Citigroup Global Markets Inc suggested investors "head north" by switching out of Singapore into Taiwan and South Korea, although the call might go against market consensus, it said.
"The north is a play on an improving global economy, higher inflation, large caps over mid/small caps, and value over momentum," Rosgen said.
Earlier this month, Peter Kurz, head of Citigroup's Taiwan equity research, raised his forecast for the TAIEX to 9,550 points, saying the government typically gave the market a boost in the runup to a major election and this time would be no different.
Taiwan is holding a presidential election next March.
Holding a similar view, Yin Nai-yun (
"Taiwan has sound industrial fundamentals but lacks capital momentum," Yin, who manages funds of more than NT$6.2 billion, told the Taipei Times on the sidelines of a media briefing yesterday.
Prudential Financial expects foreign investors to allocate funds to Taiwan and cash in on the local market's cheap valuations.
The company likes high-tech stocks and expects the handset, flat panel and integrated circuit (IC) design industry to bottom out and rebound in the next quarter.
The investment firm forecast a 10 percent growth in global handset shipments, an end to inventory adjustment in the previous quarter, stronger flat-panel sales as it enters its high season and better IC design sales as the Vista effect boosts replacement demand, the company said.

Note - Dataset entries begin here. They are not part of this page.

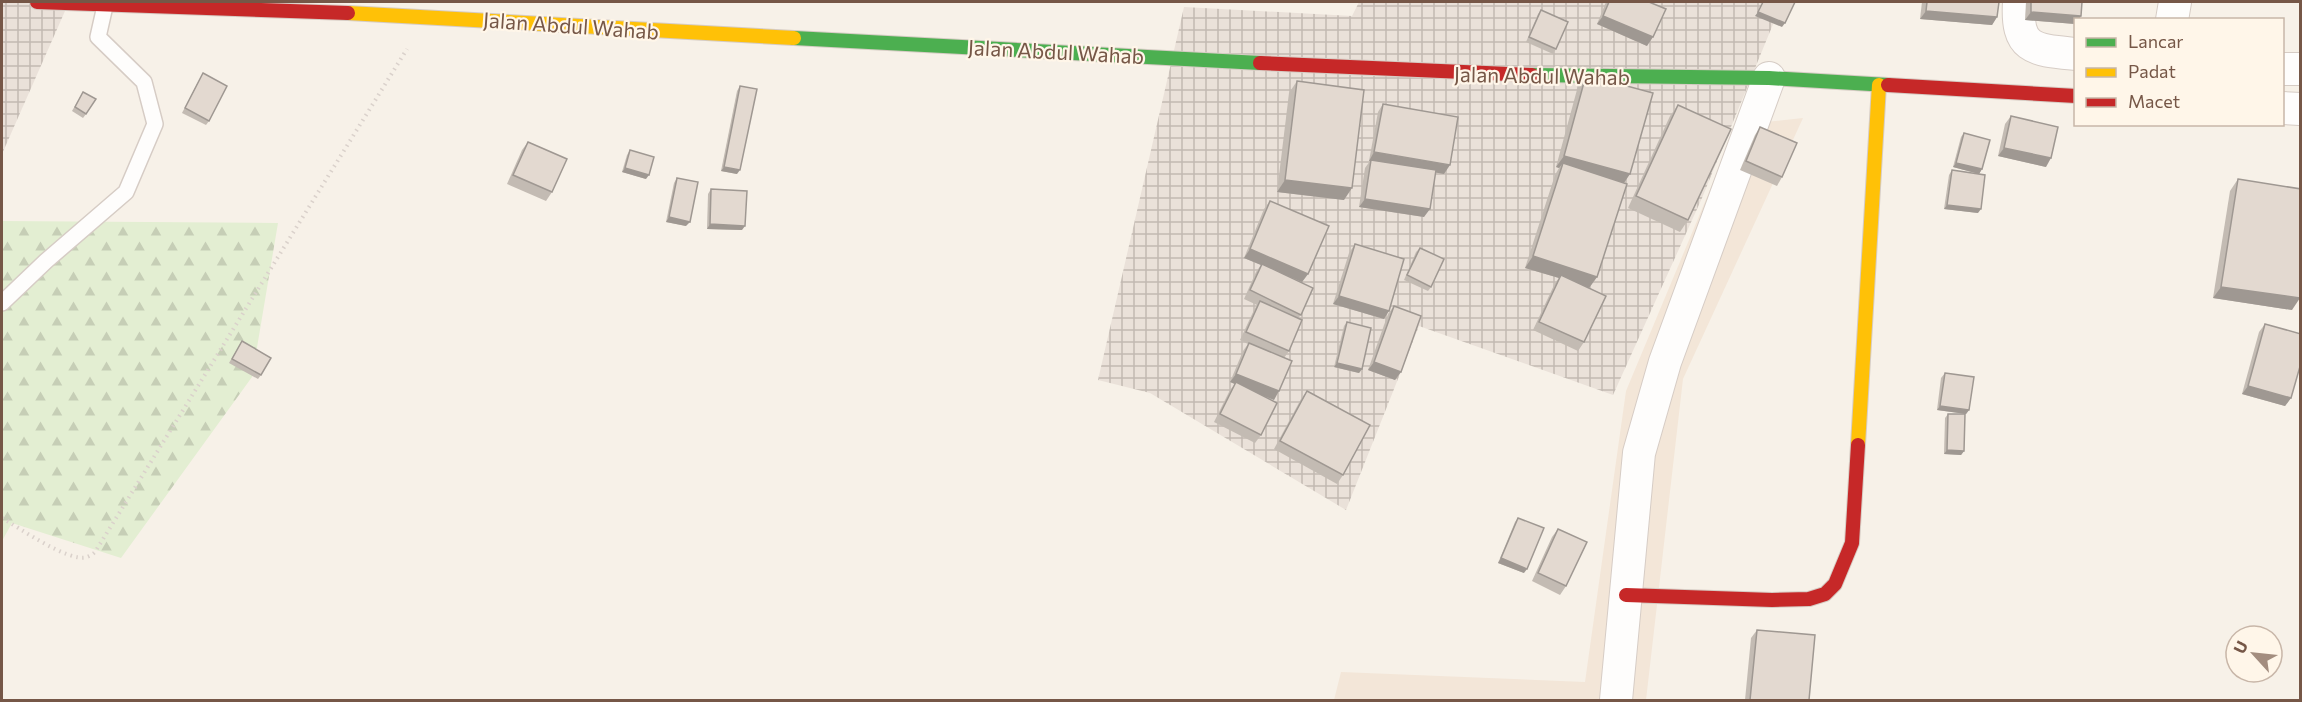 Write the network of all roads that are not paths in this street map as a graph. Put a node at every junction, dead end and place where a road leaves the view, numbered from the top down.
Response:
1 (37, 2) edge
2 (2019, 2) edge
3 (2175, 2) edge
4 (105, 6) junction
5 (2172, 18) edge
6 (2074, 54) edge
7 (2284, 69) edge
8 (2301, 69) edge
9 (1769, 78) junction
10 (1880, 85) junction
11 (2074, 96) edge
12 (2284, 108) edge
13 (2301, 109) edge
14 (2, 303) edge
15 (1626, 595) junction
16 (1616, 700) edge

1 - 4 street, Jalan Abdul Wahab
2 - 6 street
3 - 5 street
4 - 9 street, Jalan Abdul Wahab
4 - 14 lane
7 - 8 street
9 - 10 street, Jalan Abdul Wahab
9 - 15 street
10 - 11 street, Jalan Abdul Wahab
10 - 15 street
12 - 13 street
15 - 16 street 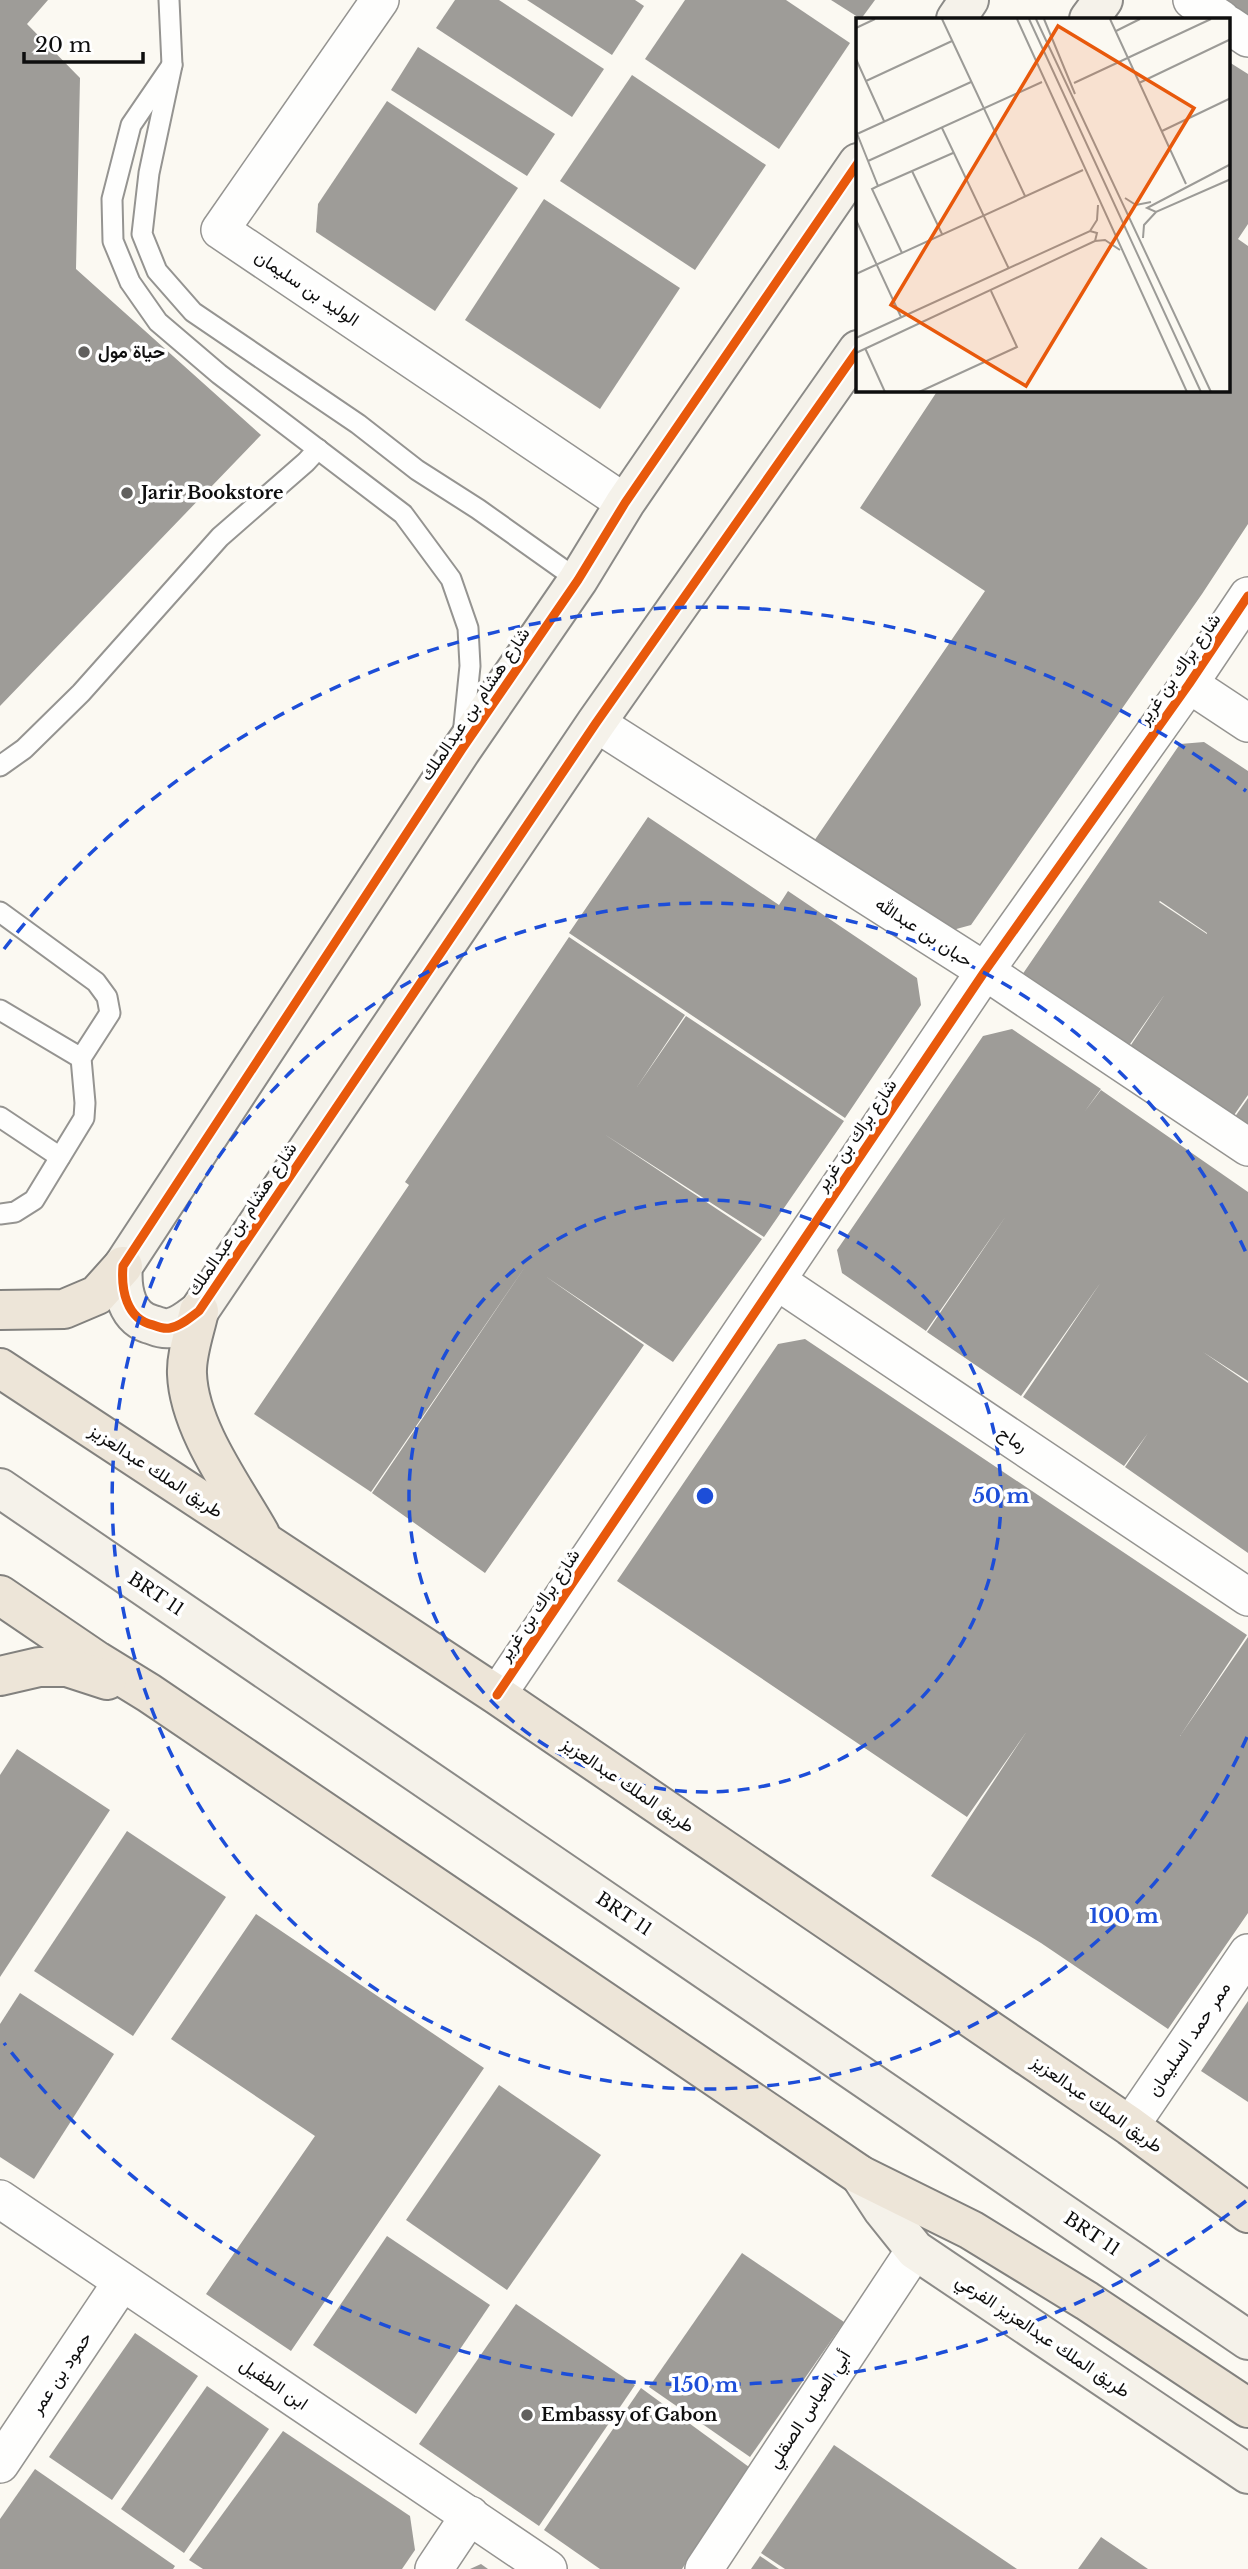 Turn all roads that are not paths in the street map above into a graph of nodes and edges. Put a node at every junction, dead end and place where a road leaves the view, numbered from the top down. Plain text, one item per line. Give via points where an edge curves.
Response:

Investors betting on longer-term returns can consider China-concept stocks that could benefit from the nation's rising domestic consumption, which is estimated to double in the next four years to 12 trillion yuan in 2010, the company said.
These include food manufacturers that have set up footholds in China, such as Uni-President Enterprise Corp (統一企業) and Dachan Great Wall Group (大成集團), and tourism stocks, it said.